From Bugzilla Helper: User-Agent: Mozilla/5.0 (Windows; U; Windows NT 5.0; en-US; rv:1.5) Gecko/20031016 K-Meleon/0.8.2 Description of problem: Latest bind rpm from development is compiled with --disable-linux-caps, thus preventing bind from running on machines when the -u flag is used during startup. Confirmed that older -13 version works fine, and is not compiled with --disable-linux-caps. Recompiling -16 on the server did not help.
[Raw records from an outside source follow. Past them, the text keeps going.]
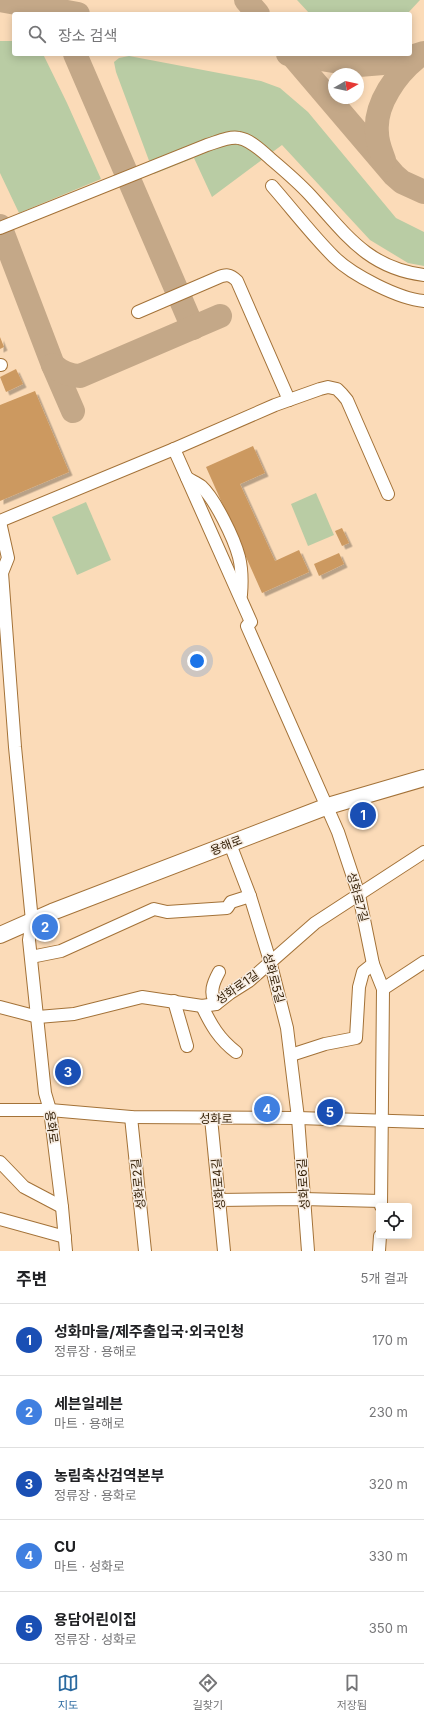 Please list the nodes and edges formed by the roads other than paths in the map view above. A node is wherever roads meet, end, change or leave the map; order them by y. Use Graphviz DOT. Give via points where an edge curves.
graph roads {
  1 [pos="272,186"];
  2 [pos="0,228"];
  3 [pos="424,275"];
  4 [pos="424,301"];
  5 [pos="138,312"];
  6 [pos="289,400"];
  7 [pos="174,449"];
  8 [pos="388,494"];
  9 [pos="0,522"];
  10 [pos="1,573"];
  11 [pos="424,778"];
  12 [pos="328,806"];
  13 [pos="230,844"];
  14 [pos="424,852"];
  15 [pos="359,895"];
  16 [pos="250,896"];
  17 [pos="32,921"];
  18 [pos="0,935"];
  19 [pos="31,957"];
  20 [pos="270,961"];
  21 [pos="424,962"];
  22 [pos="373,964"];
  23 [pos="219,972"];
  24 [pos="383,989"];
  25 [pos="174,1002"];
  26 [pos="216,1004"];
  27 [pos="202,1006"];
  28 [pos="0,1007"];
  29 [pos="38,1017"];
  30 [pos="188,1046"];
  31 [pos="236,1052"];
  32 [pos="291,1054"];
  33 [pos="0,1110"];
  34 [pos="50,1110"];
  35 [pos="131,1117"];
  36 [pos="211,1118"];
  37 [pos="298,1118"];
  38 [pos="382,1122"];
  39 [pos="424,1122"];
  40 [pos="0,1162"];
  41 [pos="303,1199"];
  42 [pos="219,1200"];
  43 [pos="381,1203"];
  44 [pos="62,1207"];
  45 [pos="0,1219"];
  46 [pos="65,1237"];
  47 [pos="380,1239"];
  48 [pos="66,1251"];
  49 [pos="145,1251"];
  50 [pos="224,1251"];
  51 [pos="308,1251"];
  52 [pos="379,1251"];
  1 -- 4 [label="street" via="335,258 357,274 390,291"];
  2 -- 3 [label="street" via="207,145 237,137 254,145 295,180 361,250 387,264"];
  5 -- 6 [label="street" via="226,274 232,276 237,281"];
  6 -- 7 [label="street"];
  6 -- 8 [label="street" via="328,387 342,394 347,400"];
  7 -- 9 [label="street"];
  7 -- 12 [label="street, 성화로7길" via="251,622 247,626"];
  9 -- 10 [label="street" via="8,558"];
  10 -- 17 [label="street"];
  11 -- 12 [label="main road, 용해로"];
  12 -- 13 [label="main road, 용해로"];
  12 -- 15 [label="street, 성화로7길"];
  13 -- 16 [label="street, 성화로5길"];
  13 -- 17 [label="main road, 용해로"];
  14 -- 15 [label="street, 성화로1길"];
  15 -- 20 [label="street, 성화로1길" via="315,923"];
  15 -- 22 [label="street, 성화로7길"];
  16 -- 19 [label="street" via="231,902 227,908 167,912 154,909 61,951"];
  16 -- 20 [label="street, 성화로5길"];
  17 -- 18 [label="main road, 용해로"];
  17 -- 19 [label="street, 용화로" via="29,940"];
  19 -- 29 [label="street, 용화로"];
  20 -- 26 [label="street, 성화로1길" via="249,981"];
  20 -- 32 [label="street, 성화로5길"];
  21 -- 24 [label="street"];
  22 -- 24 [label="street, 성화로7길"];
  22 -- 32 [label="street" via="363,972 359,987 356,1038"];
  23 -- 26 [label="street" via="213,983 212,997"];
  24 -- 38 [label="street, 성화로7길"];
  25 -- 27 [label="street, 성화로1길"];
  25 -- 29 [label="street, 성화로1길" via="142,997 74,1014"];
  25 -- 30 [label="street"];
  26 -- 27 [label="street, 성화로1길"];
  27 -- 31 [label="street" via="212,1028 224,1043"];
  28 -- 29 [label="street"];
  29 -- 34 [label="street, 용화로" via="45,1093"];
  32 -- 37 [label="street, 성화로5길"];
  33 -- 34 [label="street, 성화로"];
  34 -- 35 [label="street, 성화로"];
  34 -- 44 [label="street, 용화로"];
  35 -- 36 [label="street, 성화로"];
  35 -- 49 [label="street, 성화로2길"];
  36 -- 37 [label="street, 성화로"];
  36 -- 42 [label="street, 성화로4길"];
  37 -- 38 [label="street, 성화로"];
  37 -- 41 [label="street, 성화로6길"];
  38 -- 39 [label="street, 성화로"];
  38 -- 43 [label="street"];
  40 -- 44 [label="street" via="24,1187"];
  41 -- 42 [label="street"];
  41 -- 43 [label="street"];
  41 -- 51 [label="street, 성화로6길"];
  42 -- 50 [label="street, 성화로4길"];
  44 -- 46 [label="street, 용화로"];
  45 -- 46 [label="street"];
  46 -- 48 [label="street, 용화로"];
  47 -- 52 [label="street"];
}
Version-Release number of selected component (if applicable): bind-9.2.3-16 How reproducible: Always Steps to Reproduce: 1. Install bind-9.2.3-16 rpms 2. /etc/rc.d/init.d/named start Actual Results: Starting named: named: -u not supported on Linux kernels older than 2.3.99-pre3 or 2.2.18 when using threads [FAILED] Expected Results: BIND named daemon should start answering queries Additional info: Kernel is custom 2.6.6 with exec-shield and DoS patch glibc-2.3.3-32
I consider this is a security-related bug, the build option results in unneeded privledges (root) being required, thus giving an increased security risk.
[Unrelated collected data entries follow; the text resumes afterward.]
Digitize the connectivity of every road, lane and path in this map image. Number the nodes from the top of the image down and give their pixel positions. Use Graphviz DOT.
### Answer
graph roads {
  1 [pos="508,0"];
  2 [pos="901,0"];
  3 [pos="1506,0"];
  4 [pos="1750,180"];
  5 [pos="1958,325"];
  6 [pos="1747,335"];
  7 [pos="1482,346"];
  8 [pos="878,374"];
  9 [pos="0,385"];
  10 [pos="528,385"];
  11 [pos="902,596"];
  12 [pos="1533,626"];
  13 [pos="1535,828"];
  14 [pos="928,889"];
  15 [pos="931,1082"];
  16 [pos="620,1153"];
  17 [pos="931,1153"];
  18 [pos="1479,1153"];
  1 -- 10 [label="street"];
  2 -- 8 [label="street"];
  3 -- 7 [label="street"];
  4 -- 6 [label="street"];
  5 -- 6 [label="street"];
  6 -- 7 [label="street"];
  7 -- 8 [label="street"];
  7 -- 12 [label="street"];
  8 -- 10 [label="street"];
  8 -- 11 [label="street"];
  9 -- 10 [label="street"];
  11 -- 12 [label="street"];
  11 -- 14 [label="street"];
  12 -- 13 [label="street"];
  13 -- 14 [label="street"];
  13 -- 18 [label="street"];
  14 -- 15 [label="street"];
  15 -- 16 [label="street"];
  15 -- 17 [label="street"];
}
Why is named see your kernel as prior to 2.4? Dan
Thats a good question. [root@everest linux]# uname -a Linux everest.sosdg.org 2.6.6-sosdg2-execshield #4 Mon Jun 14 12:54:31 EST 2004 i686 athlon i386 GNU/Linux Kernel is a stock 2.6.6 kernel with the DoS fix, MPPE/MPPC patches for PPPd, squashfs, and exec-shield. I can attach the .config should it be needed. I've done tests with the older -13 version, which starts fine with no issues, even recompiled the older -13 against our installed header files, and still worked fine. Testing with the -16 rpm from the Fedora archives, it fails with the error I gave above, even after I recompile -16 against the headers we have on our system (which are abiet not the standard ones from glibc-kernheaders, but that doesn't explain why -13 works and -16 doesn't). Removing --disable-linux-caps from -16 and recompiling allows it to run though, without a problem. Looking more into this, its most likely a bug in BIND, but I'm not sure entirely, as debugging issues was never one of my strong points. What do you need from me in order to better diagnose the problem? I can provide access via ssh to the box in question if necessary.
--disable-linux-caps shouldn't be needed - except for some obscure debugging situations, it will be detected correctly. Without linux caps, BIND can't keep the ability to bind to privledged ports when it drops root privledge, and consequently, it refuses to run as a non-root user in this situation. The problem is twofold: 1) The error message is wrong. If --disable-linux-caps has been used and the version is later than the versions in the error message, the message should state that BIND has been compiled without the required compile time options to be able to drop root privledges. Apparently --disable-linux-caps tweaks the same #ifdef's as the version detection. This is an upstream problem. 2) There is *no* reason to use --disable-linux-caps on a normal production system. Without heavy kernel modification, any kernel version later than the ones in that error message will work fine without that option. This is a specfile problem, but I'd go so far as to suggest that it be reported to the upstream so that they can consider ripping out the configure option or renaming it.
'--disable-linux-caps' is needed for * SELinux systems without linux-capabilities LSM; capset() will fail with -ENOSYS in this case * systems without CAP_SYS_RESOURCE; typical vservers are an example I agree that the error-message is misleading and an upstream bug.
*** Bug 126939 has been marked as a duplicate of this bug. ***
--disable-linux-caps was removed in bind-9.2.3-18 (use current version: bind-9.2.4rc6-3 +).